Emily Wolfe

Long Distance

6th Jun –
27th Jun 2024

OPENING EVENT: Thursday 6 June, 5.30-7.30pm
PART OF FIRST THURSDAYS ON KARANGAHAPE ROAD

ARTIST TALK: Saturday 8 June, 2pm 
(This will be in person at the gallery as well as live on Instagram for those outside of Tāmaki Makaurau)

New work is a continuation of UK based New Zealand painter Emily Wolfe’s exploration of still-life painting, this time by piecing together old reproductions of landscape scenes and layering over segments of tracing paper and tape — referencing her experiences practising archaeology — into a collage.

 
These paintings begin with paper collages which are photographed and the collage then discarded. The raw material for them comes from photocopies of prints of landscape paintings, from coloured paper, cellophane, cardboard, or any other scraps or detritus found in the studio. In larger paintings these collages will sometimes form the backdrop to arrangements of found objects including old furniture, tools and measuring implements such as rulers, levels and draughting squares.

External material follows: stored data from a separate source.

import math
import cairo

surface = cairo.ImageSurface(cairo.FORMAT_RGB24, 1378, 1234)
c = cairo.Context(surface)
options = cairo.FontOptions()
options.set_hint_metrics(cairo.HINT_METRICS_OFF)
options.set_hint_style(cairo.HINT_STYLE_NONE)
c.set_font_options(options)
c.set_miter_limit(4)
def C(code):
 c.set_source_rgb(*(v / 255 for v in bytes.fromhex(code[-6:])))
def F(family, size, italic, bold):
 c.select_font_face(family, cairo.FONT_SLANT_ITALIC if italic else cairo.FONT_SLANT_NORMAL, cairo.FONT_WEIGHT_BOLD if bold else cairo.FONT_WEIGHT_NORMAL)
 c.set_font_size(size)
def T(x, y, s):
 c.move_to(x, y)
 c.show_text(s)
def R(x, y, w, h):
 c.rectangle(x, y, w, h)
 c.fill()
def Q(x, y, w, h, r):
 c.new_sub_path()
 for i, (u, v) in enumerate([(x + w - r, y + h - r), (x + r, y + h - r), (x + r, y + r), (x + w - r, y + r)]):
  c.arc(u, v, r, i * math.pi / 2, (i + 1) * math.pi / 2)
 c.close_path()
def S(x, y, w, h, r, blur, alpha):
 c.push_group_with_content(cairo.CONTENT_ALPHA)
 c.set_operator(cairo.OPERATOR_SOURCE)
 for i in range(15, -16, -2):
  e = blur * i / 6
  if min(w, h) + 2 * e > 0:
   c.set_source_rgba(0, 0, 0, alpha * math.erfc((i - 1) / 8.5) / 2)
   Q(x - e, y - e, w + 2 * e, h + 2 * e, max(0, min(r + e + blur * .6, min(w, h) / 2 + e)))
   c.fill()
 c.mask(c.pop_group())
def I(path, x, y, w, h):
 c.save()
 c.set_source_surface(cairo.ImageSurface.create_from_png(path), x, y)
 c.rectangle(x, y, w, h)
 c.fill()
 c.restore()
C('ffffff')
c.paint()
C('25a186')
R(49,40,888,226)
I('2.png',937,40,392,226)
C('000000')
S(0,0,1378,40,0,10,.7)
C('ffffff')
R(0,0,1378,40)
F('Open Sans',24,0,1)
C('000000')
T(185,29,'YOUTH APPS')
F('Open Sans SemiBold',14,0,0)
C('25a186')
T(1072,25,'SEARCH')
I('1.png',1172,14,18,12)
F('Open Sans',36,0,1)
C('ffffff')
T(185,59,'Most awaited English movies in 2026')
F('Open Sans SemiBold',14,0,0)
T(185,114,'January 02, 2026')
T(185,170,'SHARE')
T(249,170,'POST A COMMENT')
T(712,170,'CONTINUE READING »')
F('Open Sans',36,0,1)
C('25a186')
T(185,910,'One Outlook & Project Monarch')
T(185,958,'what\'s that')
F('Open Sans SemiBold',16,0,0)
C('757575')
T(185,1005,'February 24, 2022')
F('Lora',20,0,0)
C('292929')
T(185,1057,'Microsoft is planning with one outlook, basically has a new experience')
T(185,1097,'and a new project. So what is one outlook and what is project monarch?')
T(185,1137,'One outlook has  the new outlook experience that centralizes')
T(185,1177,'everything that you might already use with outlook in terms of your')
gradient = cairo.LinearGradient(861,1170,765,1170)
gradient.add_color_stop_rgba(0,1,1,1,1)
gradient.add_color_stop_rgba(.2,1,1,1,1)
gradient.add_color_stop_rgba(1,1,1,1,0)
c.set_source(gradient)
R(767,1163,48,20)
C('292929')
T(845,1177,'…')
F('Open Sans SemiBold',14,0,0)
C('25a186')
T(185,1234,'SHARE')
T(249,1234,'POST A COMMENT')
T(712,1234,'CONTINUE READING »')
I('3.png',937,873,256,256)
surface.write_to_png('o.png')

“The paintings make reference to the process of recording archaeological excavations, something I became interested in after a period spent working on a variety of sites with Museum of London Archaeology. The two processes of painting and excavating are connected in my mind. Each process involves layering and stratification and the consequent emergence of narratives.” (Emily Wolfe 2022)

Since excavation depends on subtraction, it could be regarded as the inverse of Wolfe’s painting process, but the intention in her current work is to hold these opposing ideas in equilibrium. By overlapping sheets of paper, the artist’s aim is simultaneously to disrupt and affirm the image and the nature of its construction as a series of intersecting planes.